INPUT:
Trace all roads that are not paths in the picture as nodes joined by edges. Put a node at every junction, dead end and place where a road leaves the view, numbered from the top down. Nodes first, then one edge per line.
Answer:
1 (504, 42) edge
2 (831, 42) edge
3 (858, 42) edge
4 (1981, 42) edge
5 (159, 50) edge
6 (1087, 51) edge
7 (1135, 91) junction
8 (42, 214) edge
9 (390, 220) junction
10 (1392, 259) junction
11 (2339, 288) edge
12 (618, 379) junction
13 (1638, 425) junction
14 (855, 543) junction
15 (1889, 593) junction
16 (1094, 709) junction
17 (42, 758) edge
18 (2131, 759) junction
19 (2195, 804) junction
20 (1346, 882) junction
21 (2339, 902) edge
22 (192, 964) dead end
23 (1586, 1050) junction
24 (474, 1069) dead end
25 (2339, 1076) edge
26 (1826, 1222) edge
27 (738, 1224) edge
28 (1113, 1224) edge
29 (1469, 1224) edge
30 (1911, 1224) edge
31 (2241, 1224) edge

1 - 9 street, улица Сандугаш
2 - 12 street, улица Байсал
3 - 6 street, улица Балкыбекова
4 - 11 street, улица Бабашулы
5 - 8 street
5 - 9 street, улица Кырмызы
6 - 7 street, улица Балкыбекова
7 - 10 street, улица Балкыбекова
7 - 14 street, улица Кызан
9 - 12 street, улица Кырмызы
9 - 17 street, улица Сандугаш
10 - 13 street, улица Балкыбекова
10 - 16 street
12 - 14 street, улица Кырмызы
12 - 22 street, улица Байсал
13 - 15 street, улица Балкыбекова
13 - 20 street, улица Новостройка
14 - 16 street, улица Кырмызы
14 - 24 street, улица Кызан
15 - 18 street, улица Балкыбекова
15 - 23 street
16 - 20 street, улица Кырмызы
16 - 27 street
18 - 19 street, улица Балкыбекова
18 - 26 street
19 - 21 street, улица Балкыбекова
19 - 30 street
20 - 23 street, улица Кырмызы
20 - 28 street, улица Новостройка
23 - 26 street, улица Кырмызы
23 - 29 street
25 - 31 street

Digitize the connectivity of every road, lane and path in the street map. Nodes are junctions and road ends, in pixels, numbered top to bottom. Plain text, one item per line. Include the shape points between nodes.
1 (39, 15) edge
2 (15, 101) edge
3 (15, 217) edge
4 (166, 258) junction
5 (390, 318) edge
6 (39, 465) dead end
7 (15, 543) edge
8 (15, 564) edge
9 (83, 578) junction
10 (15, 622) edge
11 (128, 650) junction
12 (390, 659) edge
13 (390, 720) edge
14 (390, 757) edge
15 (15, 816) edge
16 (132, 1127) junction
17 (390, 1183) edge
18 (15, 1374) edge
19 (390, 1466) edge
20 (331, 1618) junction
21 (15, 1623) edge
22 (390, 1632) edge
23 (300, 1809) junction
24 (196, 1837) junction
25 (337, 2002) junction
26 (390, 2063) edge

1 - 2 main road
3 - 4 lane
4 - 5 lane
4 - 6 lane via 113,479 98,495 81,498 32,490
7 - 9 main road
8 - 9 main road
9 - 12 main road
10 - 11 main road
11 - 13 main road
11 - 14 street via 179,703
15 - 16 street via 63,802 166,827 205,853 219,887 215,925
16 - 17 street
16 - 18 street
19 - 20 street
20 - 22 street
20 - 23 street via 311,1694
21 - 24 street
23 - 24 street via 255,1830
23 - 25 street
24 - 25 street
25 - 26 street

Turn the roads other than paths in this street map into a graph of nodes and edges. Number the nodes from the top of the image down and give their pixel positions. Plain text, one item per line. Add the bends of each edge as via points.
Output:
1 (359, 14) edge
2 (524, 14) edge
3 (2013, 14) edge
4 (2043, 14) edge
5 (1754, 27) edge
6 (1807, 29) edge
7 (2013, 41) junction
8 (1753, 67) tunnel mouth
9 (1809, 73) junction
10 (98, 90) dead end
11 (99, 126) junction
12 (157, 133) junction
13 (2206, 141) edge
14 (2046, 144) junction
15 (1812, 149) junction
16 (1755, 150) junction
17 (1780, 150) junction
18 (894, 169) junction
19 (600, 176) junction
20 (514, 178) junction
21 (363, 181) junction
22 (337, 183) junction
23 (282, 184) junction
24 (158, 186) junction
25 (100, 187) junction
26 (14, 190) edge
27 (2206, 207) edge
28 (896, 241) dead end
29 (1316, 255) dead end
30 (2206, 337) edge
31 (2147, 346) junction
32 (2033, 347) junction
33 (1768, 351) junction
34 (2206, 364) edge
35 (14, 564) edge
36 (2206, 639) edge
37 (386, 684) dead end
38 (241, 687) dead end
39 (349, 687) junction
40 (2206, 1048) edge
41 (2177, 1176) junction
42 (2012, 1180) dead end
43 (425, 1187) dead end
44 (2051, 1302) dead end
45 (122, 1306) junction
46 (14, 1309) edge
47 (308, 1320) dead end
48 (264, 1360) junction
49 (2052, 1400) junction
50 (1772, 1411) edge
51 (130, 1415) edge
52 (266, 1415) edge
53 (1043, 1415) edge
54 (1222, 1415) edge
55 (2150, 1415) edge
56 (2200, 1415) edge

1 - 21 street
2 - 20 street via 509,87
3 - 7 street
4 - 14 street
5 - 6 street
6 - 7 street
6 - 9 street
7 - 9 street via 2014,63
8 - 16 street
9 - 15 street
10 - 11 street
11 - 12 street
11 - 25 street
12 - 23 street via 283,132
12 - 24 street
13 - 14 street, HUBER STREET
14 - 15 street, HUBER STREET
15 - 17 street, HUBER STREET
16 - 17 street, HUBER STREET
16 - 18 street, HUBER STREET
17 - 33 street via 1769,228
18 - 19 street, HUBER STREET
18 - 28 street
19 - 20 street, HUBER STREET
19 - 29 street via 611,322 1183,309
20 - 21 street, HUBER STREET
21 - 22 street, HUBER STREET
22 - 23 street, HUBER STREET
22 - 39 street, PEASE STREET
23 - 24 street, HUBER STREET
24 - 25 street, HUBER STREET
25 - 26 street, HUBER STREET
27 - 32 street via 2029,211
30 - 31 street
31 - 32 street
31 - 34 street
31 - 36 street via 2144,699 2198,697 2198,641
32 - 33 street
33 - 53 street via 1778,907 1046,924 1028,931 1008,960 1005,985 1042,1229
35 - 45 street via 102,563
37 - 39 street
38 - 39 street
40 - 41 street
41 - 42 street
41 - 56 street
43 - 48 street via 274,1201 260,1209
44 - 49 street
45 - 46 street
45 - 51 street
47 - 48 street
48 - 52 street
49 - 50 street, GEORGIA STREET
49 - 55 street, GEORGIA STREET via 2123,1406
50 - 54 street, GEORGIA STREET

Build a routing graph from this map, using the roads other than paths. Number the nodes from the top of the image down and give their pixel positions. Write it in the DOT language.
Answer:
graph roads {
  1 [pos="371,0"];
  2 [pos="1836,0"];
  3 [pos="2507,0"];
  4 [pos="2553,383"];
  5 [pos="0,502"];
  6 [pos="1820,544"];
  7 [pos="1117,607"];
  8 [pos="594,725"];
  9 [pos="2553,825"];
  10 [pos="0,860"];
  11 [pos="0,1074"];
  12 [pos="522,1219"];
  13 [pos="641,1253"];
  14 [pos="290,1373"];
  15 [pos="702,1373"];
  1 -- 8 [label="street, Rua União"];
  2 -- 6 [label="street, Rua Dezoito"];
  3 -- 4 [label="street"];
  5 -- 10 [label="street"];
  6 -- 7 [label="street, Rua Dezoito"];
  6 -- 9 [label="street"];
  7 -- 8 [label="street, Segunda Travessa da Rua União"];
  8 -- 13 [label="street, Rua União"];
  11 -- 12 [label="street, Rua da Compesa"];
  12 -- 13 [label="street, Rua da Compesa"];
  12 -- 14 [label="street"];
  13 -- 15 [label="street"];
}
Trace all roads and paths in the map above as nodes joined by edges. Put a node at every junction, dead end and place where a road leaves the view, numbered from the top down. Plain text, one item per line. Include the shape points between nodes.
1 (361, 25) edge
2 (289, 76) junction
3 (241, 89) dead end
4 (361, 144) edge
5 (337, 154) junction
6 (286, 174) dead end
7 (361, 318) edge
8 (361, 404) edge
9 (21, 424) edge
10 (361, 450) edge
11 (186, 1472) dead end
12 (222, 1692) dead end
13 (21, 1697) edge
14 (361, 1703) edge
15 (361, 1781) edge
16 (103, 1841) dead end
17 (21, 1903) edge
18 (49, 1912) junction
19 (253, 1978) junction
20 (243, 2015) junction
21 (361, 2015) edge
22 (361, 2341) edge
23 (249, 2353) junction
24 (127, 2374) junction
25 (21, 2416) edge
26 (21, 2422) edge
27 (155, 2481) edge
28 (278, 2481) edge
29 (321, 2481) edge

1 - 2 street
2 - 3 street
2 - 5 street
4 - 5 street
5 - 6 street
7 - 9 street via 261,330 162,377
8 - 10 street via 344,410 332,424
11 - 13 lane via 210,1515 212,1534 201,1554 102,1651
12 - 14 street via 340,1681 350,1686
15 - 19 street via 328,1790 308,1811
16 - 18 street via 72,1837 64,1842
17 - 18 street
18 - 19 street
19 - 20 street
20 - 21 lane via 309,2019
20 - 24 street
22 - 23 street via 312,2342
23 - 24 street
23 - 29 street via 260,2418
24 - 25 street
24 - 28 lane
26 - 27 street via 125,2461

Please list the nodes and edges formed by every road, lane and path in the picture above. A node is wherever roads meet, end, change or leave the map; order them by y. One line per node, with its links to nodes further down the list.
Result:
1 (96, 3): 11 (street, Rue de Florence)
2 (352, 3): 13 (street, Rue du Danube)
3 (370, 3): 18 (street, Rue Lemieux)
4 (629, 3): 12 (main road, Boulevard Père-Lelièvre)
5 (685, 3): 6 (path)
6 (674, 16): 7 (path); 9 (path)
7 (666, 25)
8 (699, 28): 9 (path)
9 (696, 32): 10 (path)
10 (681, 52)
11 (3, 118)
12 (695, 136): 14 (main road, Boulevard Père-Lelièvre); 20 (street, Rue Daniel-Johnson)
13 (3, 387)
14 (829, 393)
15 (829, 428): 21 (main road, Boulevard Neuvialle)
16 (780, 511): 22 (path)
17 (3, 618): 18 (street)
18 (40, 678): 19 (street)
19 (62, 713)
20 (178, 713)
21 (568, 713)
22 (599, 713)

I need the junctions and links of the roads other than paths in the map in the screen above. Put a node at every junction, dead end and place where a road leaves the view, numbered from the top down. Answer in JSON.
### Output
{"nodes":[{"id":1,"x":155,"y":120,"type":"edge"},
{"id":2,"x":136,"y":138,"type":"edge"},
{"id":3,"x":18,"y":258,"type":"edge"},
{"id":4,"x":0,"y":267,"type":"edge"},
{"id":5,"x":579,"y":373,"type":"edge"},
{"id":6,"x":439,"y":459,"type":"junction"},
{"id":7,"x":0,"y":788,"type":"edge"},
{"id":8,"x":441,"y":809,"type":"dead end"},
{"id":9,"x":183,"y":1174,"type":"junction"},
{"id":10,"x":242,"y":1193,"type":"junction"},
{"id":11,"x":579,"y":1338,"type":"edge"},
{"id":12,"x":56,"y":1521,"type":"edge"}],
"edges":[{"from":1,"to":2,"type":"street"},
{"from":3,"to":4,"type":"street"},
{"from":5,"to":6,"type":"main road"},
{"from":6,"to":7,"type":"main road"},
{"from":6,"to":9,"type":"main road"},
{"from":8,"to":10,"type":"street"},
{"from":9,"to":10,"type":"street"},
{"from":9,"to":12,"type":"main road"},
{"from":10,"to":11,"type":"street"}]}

PROBLEM TO SOLVE: Gather all lines with the string "shape" from the data.

WRITTEN RESPONSE:
Digitize the connectivity of every road, lane and path in the street map. Nodes are junctions and road ends, in pixels, numbered top to bottom. Plain text, one item per line. Include the shape points between nodes.
Trace all roads and paths in the map above as nodes joined by edges. Put a node at every junction, dead end and place where a road leaves the view, numbered from the top down. Plain text, one item per line. Include the shape points between nodes.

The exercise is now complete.